The Chair stated that in her view, too much of the learning from the Covid pandemic on mask wearing had been dropped, and the Council and the health service could take more of a lead in fostering a culture of mutual responsibility.  She had also heard that some citizens were too nervous to attend hospital either for their own appointments or to visit relatives. Michael Harper advised that there was a need to be mindful of the clinical evidence, and the risk of wearing versus not wearing masks. The hospital’s policy was led by clinical teams and by national guidance and decisions were made on that basis rather than on individual’s opinions, which were likely to differ.

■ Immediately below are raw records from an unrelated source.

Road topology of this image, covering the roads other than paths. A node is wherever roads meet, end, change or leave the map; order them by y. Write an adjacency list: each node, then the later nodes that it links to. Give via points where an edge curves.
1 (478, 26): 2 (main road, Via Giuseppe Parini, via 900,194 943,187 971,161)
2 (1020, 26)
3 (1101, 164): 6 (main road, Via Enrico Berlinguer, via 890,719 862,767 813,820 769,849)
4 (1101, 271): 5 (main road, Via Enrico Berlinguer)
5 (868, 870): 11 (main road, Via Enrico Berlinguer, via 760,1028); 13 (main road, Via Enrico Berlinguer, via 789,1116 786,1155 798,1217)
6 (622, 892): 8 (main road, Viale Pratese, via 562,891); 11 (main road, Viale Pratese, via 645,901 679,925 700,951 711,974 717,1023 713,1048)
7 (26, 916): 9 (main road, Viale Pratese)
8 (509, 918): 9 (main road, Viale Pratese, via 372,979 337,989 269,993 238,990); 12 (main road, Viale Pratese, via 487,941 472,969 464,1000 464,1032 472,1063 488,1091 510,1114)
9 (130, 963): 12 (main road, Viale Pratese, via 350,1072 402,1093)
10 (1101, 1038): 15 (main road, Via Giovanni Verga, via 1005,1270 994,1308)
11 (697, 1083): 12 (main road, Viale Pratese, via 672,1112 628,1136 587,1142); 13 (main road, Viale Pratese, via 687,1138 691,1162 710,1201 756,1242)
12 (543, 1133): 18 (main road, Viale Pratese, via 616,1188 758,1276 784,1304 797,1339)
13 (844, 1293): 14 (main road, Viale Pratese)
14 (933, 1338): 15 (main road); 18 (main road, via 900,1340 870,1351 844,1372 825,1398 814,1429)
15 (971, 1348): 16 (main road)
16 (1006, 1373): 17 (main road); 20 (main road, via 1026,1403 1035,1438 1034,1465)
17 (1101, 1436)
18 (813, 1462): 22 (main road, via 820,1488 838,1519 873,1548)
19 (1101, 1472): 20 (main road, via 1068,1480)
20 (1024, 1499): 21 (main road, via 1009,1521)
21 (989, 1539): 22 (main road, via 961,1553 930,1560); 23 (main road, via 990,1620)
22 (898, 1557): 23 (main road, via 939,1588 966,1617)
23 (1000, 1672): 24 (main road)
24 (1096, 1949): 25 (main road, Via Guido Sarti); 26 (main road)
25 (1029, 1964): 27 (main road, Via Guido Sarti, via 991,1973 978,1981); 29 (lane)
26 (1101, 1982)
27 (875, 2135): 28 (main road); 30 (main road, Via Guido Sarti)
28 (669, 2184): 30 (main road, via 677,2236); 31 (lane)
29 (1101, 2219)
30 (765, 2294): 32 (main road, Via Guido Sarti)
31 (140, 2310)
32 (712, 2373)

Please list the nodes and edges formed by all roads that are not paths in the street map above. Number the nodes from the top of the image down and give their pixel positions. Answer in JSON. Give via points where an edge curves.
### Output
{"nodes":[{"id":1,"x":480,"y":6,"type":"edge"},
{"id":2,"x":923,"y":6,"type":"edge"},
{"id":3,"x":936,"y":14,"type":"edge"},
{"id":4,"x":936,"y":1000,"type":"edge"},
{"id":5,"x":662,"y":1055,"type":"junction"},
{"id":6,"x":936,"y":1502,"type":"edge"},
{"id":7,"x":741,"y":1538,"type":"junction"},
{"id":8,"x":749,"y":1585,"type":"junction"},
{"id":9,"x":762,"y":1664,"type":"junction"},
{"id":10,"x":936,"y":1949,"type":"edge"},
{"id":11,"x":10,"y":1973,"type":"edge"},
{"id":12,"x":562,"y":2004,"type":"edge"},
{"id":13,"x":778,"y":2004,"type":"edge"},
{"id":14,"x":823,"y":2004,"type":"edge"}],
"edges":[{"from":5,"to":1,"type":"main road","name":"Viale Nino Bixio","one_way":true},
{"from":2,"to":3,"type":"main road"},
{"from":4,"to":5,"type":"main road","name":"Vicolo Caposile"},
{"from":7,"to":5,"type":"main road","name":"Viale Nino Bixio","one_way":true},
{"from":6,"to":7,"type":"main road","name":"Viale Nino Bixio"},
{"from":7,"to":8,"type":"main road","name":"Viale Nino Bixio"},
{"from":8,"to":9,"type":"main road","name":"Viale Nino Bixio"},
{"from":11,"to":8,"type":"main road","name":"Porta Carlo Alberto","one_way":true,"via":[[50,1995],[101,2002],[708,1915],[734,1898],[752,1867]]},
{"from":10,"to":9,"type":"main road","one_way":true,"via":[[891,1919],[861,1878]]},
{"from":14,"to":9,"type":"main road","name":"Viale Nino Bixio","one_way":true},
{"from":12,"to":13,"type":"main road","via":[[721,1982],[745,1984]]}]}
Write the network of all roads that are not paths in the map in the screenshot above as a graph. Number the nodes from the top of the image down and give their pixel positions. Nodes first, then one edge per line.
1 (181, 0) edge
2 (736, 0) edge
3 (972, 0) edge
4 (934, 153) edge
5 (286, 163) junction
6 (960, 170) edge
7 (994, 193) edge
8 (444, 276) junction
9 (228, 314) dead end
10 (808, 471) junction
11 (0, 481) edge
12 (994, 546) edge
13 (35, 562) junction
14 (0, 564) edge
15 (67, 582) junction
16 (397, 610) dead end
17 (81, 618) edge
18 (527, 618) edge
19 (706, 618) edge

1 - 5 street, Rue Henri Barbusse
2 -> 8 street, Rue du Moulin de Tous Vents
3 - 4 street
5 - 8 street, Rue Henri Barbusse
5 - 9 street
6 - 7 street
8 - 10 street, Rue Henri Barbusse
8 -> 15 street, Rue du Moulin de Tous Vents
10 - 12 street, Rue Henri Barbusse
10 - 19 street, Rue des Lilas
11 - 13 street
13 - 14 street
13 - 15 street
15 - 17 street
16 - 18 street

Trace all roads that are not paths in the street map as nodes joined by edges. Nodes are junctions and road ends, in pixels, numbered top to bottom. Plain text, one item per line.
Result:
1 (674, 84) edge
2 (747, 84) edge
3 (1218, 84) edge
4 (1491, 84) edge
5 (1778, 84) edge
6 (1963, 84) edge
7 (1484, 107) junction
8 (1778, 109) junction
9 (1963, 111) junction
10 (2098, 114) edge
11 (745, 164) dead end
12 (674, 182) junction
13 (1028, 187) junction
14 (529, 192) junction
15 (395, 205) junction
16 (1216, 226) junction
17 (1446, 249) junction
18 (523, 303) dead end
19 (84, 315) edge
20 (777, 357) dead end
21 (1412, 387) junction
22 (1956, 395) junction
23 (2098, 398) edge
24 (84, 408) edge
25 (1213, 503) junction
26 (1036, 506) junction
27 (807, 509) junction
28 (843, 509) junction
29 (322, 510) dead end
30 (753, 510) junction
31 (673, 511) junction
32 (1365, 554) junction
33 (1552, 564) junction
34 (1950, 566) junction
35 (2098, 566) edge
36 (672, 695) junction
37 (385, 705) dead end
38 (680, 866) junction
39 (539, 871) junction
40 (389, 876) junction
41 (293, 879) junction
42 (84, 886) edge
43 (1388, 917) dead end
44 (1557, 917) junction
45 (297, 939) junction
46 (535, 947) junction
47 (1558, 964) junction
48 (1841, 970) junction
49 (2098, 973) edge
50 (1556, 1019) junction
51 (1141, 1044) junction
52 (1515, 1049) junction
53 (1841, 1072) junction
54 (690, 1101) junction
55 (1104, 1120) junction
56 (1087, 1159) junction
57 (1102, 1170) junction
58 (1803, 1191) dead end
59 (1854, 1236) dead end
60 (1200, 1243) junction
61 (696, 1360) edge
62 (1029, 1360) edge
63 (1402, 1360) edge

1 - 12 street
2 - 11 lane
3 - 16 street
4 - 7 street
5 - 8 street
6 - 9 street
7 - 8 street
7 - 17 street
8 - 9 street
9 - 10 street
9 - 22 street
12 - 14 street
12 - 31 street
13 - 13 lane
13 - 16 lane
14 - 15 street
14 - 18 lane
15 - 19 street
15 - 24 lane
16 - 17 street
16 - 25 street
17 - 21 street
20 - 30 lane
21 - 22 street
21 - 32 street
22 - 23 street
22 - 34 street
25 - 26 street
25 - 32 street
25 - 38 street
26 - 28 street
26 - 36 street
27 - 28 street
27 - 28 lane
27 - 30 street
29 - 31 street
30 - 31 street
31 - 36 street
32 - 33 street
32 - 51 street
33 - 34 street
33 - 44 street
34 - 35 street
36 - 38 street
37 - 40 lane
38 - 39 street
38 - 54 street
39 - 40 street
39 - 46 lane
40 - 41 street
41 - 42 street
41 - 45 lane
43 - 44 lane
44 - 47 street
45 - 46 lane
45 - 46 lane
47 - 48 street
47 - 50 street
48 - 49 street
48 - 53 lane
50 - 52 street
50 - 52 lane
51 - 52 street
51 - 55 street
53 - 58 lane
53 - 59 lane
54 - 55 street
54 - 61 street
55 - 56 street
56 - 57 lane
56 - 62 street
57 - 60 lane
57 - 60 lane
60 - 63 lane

However, he would welcome a debate on this in the city.

 

25.9

Members asked for further information regarding staff wellbeing.  Michael Harper advised that work was being done on how to support staff health and wellbeing, e.g. to ensure they took breaks.  Investment was being made in core staff, where there was a high demand in a service.  Spaces for staff to take breaks had been retained from the Covid period and regular conversations took place between colleagues and managers.  The organisation was trying hard to develop an empathetic, listening culture, with compassionate leadership.  Health and wellbeing was a key priority, and was monitored over winter, including tracking the reasons for sickness absence and the use of bank staff.

 

25.10

Members referred to the information on mental health services performance, in the presentation. Sarah Burt advised that work was being done in the city by the Council and Sheffield Health and Social Care Trust, and following significant investment the situation regarding delayed discharge and timely transfers had improved.  There were further improvements to be made, and this was still a work in progress.

 

25.11

Regarding opening beds, mentioned on page 28 of the agenda pack, Michael Harper confirmed that this was part funded through the Sheffield Teaching Hospitals Budget and part by negotiation with the ICB.

 

25.12

RESOLVED: that the Sub-Committee notes the contents of the report on the Winter Plan for Urgent Care Services.